___ LISTED RECORDS
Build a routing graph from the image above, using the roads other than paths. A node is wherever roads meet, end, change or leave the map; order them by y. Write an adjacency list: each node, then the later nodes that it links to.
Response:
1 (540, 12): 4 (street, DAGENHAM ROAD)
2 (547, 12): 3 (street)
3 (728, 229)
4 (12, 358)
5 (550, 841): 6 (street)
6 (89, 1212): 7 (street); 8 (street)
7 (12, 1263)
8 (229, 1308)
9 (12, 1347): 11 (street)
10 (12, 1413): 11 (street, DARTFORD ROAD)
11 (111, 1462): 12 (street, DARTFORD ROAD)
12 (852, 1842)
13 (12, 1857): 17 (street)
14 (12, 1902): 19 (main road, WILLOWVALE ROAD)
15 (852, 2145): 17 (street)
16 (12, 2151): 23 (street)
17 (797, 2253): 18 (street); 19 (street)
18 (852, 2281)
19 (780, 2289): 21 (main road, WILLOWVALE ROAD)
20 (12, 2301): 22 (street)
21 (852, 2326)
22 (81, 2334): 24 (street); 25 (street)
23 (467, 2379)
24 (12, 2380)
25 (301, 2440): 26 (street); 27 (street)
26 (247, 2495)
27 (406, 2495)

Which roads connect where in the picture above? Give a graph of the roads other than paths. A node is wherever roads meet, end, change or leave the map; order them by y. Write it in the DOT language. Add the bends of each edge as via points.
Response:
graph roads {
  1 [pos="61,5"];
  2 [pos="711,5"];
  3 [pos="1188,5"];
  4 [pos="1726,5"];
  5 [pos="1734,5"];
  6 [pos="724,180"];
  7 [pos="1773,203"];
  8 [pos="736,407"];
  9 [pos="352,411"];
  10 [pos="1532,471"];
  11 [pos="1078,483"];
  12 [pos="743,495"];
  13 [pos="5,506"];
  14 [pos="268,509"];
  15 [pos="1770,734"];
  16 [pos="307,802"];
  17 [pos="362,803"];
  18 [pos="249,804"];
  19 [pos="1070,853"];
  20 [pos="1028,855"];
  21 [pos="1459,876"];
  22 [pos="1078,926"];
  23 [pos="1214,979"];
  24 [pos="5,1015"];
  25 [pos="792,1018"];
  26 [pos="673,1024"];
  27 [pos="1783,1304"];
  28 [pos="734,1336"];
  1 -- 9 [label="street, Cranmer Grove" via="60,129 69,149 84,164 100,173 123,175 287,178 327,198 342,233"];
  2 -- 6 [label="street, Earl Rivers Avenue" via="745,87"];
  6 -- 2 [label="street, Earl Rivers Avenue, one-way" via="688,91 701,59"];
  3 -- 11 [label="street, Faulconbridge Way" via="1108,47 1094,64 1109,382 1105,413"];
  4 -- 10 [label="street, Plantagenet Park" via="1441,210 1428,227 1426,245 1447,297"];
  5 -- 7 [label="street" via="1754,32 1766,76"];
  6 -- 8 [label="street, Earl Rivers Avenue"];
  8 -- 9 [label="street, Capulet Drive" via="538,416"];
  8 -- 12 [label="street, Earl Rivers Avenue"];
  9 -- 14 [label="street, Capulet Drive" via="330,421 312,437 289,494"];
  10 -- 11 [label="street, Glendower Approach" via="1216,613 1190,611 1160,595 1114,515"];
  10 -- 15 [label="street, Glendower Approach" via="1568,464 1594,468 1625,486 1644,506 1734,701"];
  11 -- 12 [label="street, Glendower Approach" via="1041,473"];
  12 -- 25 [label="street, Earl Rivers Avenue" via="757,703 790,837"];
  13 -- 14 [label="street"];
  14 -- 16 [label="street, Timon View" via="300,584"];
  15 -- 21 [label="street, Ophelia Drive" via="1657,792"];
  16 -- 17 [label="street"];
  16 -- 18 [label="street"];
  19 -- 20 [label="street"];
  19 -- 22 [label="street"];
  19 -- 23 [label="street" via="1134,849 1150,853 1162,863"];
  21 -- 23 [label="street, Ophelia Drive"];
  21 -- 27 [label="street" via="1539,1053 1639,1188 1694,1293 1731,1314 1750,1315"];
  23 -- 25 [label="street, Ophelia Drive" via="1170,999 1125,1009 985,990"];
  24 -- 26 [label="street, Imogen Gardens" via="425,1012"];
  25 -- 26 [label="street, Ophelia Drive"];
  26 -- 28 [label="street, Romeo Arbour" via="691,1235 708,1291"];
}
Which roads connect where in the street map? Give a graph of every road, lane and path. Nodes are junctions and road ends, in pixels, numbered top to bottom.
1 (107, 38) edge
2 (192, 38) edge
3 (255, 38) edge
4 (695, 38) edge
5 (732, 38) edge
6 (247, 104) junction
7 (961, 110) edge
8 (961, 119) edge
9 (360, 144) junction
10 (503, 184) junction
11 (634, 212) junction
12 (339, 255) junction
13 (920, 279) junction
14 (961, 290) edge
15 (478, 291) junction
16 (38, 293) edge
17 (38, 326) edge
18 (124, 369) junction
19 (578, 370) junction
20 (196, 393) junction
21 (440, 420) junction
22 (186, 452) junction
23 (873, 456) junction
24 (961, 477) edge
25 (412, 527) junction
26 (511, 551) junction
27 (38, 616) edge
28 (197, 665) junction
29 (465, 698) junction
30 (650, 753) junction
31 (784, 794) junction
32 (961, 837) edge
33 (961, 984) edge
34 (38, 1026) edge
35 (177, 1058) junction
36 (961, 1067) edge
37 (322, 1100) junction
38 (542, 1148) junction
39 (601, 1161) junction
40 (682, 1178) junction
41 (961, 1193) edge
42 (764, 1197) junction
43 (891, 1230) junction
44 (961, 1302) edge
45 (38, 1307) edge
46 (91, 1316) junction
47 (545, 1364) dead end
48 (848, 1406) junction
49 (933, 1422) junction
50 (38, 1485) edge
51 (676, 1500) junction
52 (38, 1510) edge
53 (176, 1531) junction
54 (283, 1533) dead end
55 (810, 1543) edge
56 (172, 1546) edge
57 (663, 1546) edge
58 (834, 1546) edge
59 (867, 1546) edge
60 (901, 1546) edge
______
**WORK ITEM:** Set down the entries above once more, verbatim.

**OUTPUT OF THE EXERCISE:**
Build a routing graph from the image above, using the roads other than paths. A node is wherever roads meet, end, change or leave the map; order them by y. Write an adjacency list: each node, then the later nodes that it links to.
Response:
1 (540, 12): 4 (street, DAGENHAM ROAD)
2 (547, 12): 3 (street)
3 (728, 229)
4 (12, 358)
5 (550, 841): 6 (street)
6 (89, 1212): 7 (street); 8 (street)
7 (12, 1263)
8 (229, 1308)
9 (12, 1347): 11 (street)
10 (12, 1413): 11 (street, DARTFORD ROAD)
11 (111, 1462): 12 (street, DARTFORD ROAD)
12 (852, 1842)
13 (12, 1857): 17 (street)
14 (12, 1902): 19 (main road, WILLOWVALE ROAD)
15 (852, 2145): 17 (street)
16 (12, 2151): 23 (street)
17 (797, 2253): 18 (street); 19 (street)
18 (852, 2281)
19 (780, 2289): 21 (main road, WILLOWVALE ROAD)
20 (12, 2301): 22 (street)
21 (852, 2326)
22 (81, 2334): 24 (street); 25 (street)
23 (467, 2379)
24 (12, 2380)
25 (301, 2440): 26 (street); 27 (street)
26 (247, 2495)
27 (406, 2495)

Which roads connect where in the picture above? Give a graph of the roads other than paths. A node is wherever roads meet, end, change or leave the map; order them by y. Write it in the DOT language. Add the bends of each edge as via points.
Response:
graph roads {
  1 [pos="61,5"];
  2 [pos="711,5"];
  3 [pos="1188,5"];
  4 [pos="1726,5"];
  5 [pos="1734,5"];
  6 [pos="724,180"];
  7 [pos="1773,203"];
  8 [pos="736,407"];
  9 [pos="352,411"];
  10 [pos="1532,471"];
  11 [pos="1078,483"];
  12 [pos="743,495"];
  13 [pos="5,506"];
  14 [pos="268,509"];
  15 [pos="1770,734"];
  16 [pos="307,802"];
  17 [pos="362,803"];
  18 [pos="249,804"];
  19 [pos="1070,853"];
  20 [pos="1028,855"];
  21 [pos="1459,876"];
  22 [pos="1078,926"];
  23 [pos="1214,979"];
  24 [pos="5,1015"];
  25 [pos="792,1018"];
  26 [pos="673,1024"];
  27 [pos="1783,1304"];
  28 [pos="734,1336"];
  1 -- 9 [label="street, Cranmer Grove" via="60,129 69,149 84,164 100,173 123,175 287,178 327,198 342,233"];
  2 -- 6 [label="street, Earl Rivers Avenue" via="745,87"];
  6 -- 2 [label="street, Earl Rivers Avenue, one-way" via="688,91 701,59"];
  3 -- 11 [label="street, Faulconbridge Way" via="1108,47 1094,64 1109,382 1105,413"];
  4 -- 10 [label="street, Plantagenet Park" via="1441,210 1428,227 1426,245 1447,297"];
  5 -- 7 [label="street" via="1754,32 1766,76"];
  6 -- 8 [label="street, Earl Rivers Avenue"];
  8 -- 9 [label="street, Capulet Drive" via="538,416"];
  8 -- 12 [label="street, Earl Rivers Avenue"];
  9 -- 14 [label="street, Capulet Drive" via="330,421 312,437 289,494"];
  10 -- 11 [label="street, Glendower Approach" via="1216,613 1190,611 1160,595 1114,515"];
  10 -- 15 [label="street, Glendower Approach" via="1568,464 1594,468 1625,486 1644,506 1734,701"];
  11 -- 12 [label="street, Glendower Approach" via="1041,473"];
  12 -- 25 [label="street, Earl Rivers Avenue" via="757,703 790,837"];
  13 -- 14 [label="street"];
  14 -- 16 [label="street, Timon View" via="300,584"];
  15 -- 21 [label="street, Ophelia Drive" via="1657,792"];
  16 -- 17 [label="street"];
  16 -- 18 [label="street"];
  19 -- 20 [label="street"];
  19 -- 22 [label="street"];
  19 -- 23 [label="street" via="1134,849 1150,853 1162,863"];
  21 -- 23 [label="street, Ophelia Drive"];
  21 -- 27 [label="street" via="1539,1053 1639,1188 1694,1293 1731,1314 1750,1315"];
  23 -- 25 [label="street, Ophelia Drive" via="1170,999 1125,1009 985,990"];
  24 -- 26 [label="street, Imogen Gardens" via="425,1012"];
  25 -- 26 [label="street, Ophelia Drive"];
  26 -- 28 [label="street, Romeo Arbour" via="691,1235 708,1291"];
}
Which roads connect where in the street map? Give a graph of every road, lane and path. Nodes are junctions and road ends, in pixels, numbered top to bottom.
1 (107, 38) edge
2 (192, 38) edge
3 (255, 38) edge
4 (695, 38) edge
5 (732, 38) edge
6 (247, 104) junction
7 (961, 110) edge
8 (961, 119) edge
9 (360, 144) junction
10 (503, 184) junction
11 (634, 212) junction
12 (339, 255) junction
13 (920, 279) junction
14 (961, 290) edge
15 (478, 291) junction
16 (38, 293) edge
17 (38, 326) edge
18 (124, 369) junction
19 (578, 370) junction
20 (196, 393) junction
21 (440, 420) junction
22 (186, 452) junction
23 (873, 456) junction
24 (961, 477) edge
25 (412, 527) junction
26 (511, 551) junction
27 (38, 616) edge
28 (197, 665) junction
29 (465, 698) junction
30 (650, 753) junction
31 (784, 794) junction
32 (961, 837) edge
33 (961, 984) edge
34 (38, 1026) edge
35 (177, 1058) junction
36 (961, 1067) edge
37 (322, 1100) junction
38 (542, 1148) junction
39 (601, 1161) junction
40 (682, 1178) junction
41 (961, 1193) edge
42 (764, 1197) junction
43 (891, 1230) junction
44 (961, 1302) edge
45 (38, 1307) edge
46 (91, 1316) junction
47 (545, 1364) dead end
48 (848, 1406) junction
49 (933, 1422) junction
50 (38, 1485) edge
51 (676, 1500) junction
52 (38, 1510) edge
53 (176, 1531) junction
54 (283, 1533) dead end
55 (810, 1543) edge
56 (172, 1546) edge
57 (663, 1546) edge
58 (834, 1546) edge
59 (867, 1546) edge
60 (901, 1546) edge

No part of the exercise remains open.